- Opening Delimiter -

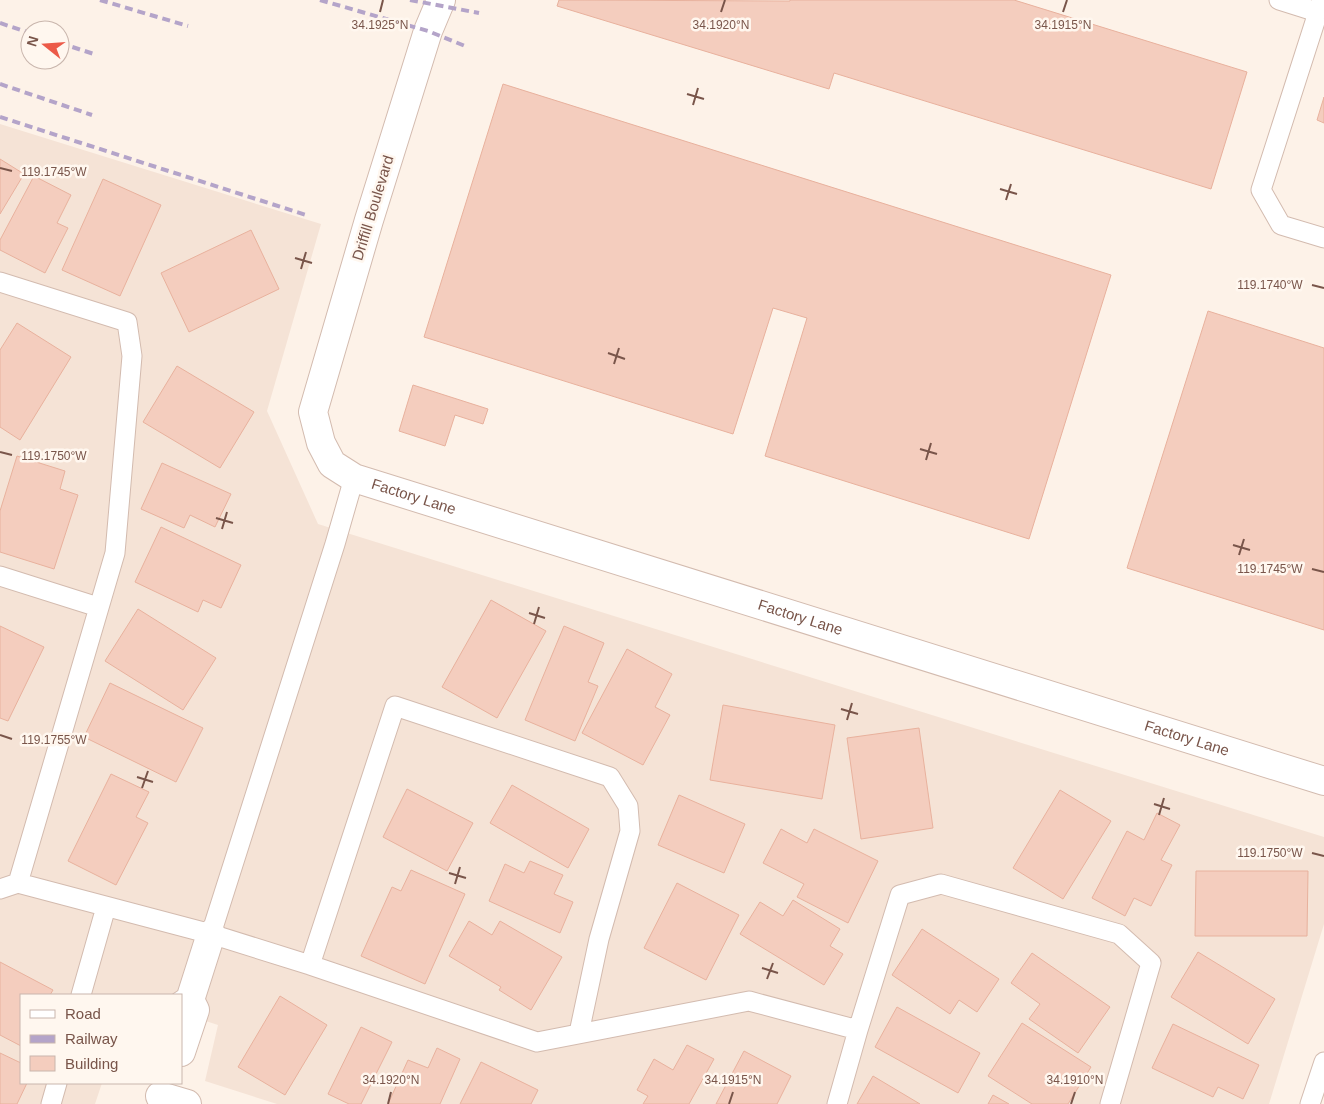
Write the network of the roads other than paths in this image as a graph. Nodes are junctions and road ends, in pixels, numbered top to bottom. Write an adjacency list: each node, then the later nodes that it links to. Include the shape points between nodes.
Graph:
1 (1279, 0): 3 (lane)
2 (440, 3): 6 (street, Driffill Boulevard, via 369,220)
3 (1320, 6): 4 (lane, via 1261,190 1281,225)
4 (1324, 238)
5 (0, 282): 9 (lane, via 126,322 132,356 115,553)
6 (314, 412): 7 (street, Factory Lane, via 321,444 332,464)
7 (354, 478): 10 (street, Factory Lane); 13 (lane)
8 (0, 576): 9 (lane)
9 (98, 606): 11 (lane)
10 (1324, 781)
11 (9, 886): 12 (lane)
12 (106, 906): 13 (lane); 15 (lane)
13 (211, 934): 14 (lane); 16 (street)
14 (310, 965): 18 (lane, via 537,1042); 18 (lane, via 395,706 610,777 628,806 630,831 600,939)
15 (81, 994)
16 (186, 1003): 19 (street, via 195,1010)
17 (858, 1030): 18 (lane, via 749,1001); 25 (lane); 26 (lane, via 900,895 941,884 1119,934 1151,962)
18 (580, 1033)
19 (182, 1049)
20 (1324, 1062): 27 (lane)
21 (56, 1084): 23 (lane)
22 (161, 1094): 24 (street)
23 (50, 1104)
24 (187, 1104)
25 (837, 1104)
26 (1110, 1104)
27 (1310, 1104)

- Closing Delimiter -

→ **DIRECTIONS**
Set down each record above exactly as it stands and leave out all pictures.

→ **TASK OUTPUT**
Write the network of the roads other than paths in this image as a graph. Nodes are junctions and road ends, in pixels, numbered top to bottom. Write an adjacency list: each node, then the later nodes that it links to. Include the shape points between nodes.
Graph:
1 (1279, 0): 3 (lane)
2 (440, 3): 6 (street, Driffill Boulevard, via 369,220)
3 (1320, 6): 4 (lane, via 1261,190 1281,225)
4 (1324, 238)
5 (0, 282): 9 (lane, via 126,322 132,356 115,553)
6 (314, 412): 7 (street, Factory Lane, via 321,444 332,464)
7 (354, 478): 10 (street, Factory Lane); 13 (lane)
8 (0, 576): 9 (lane)
9 (98, 606): 11 (lane)
10 (1324, 781)
11 (9, 886): 12 (lane)
12 (106, 906): 13 (lane); 15 (lane)
13 (211, 934): 14 (lane); 16 (street)
14 (310, 965): 18 (lane, via 537,1042); 18 (lane, via 395,706 610,777 628,806 630,831 600,939)
15 (81, 994)
16 (186, 1003): 19 (street, via 195,1010)
17 (858, 1030): 18 (lane, via 749,1001); 25 (lane); 26 (lane, via 900,895 941,884 1119,934 1151,962)
18 (580, 1033)
19 (182, 1049)
20 (1324, 1062): 27 (lane)
21 (56, 1084): 23 (lane)
22 (161, 1094): 24 (street)
23 (50, 1104)
24 (187, 1104)
25 (837, 1104)
26 (1110, 1104)
27 (1310, 1104)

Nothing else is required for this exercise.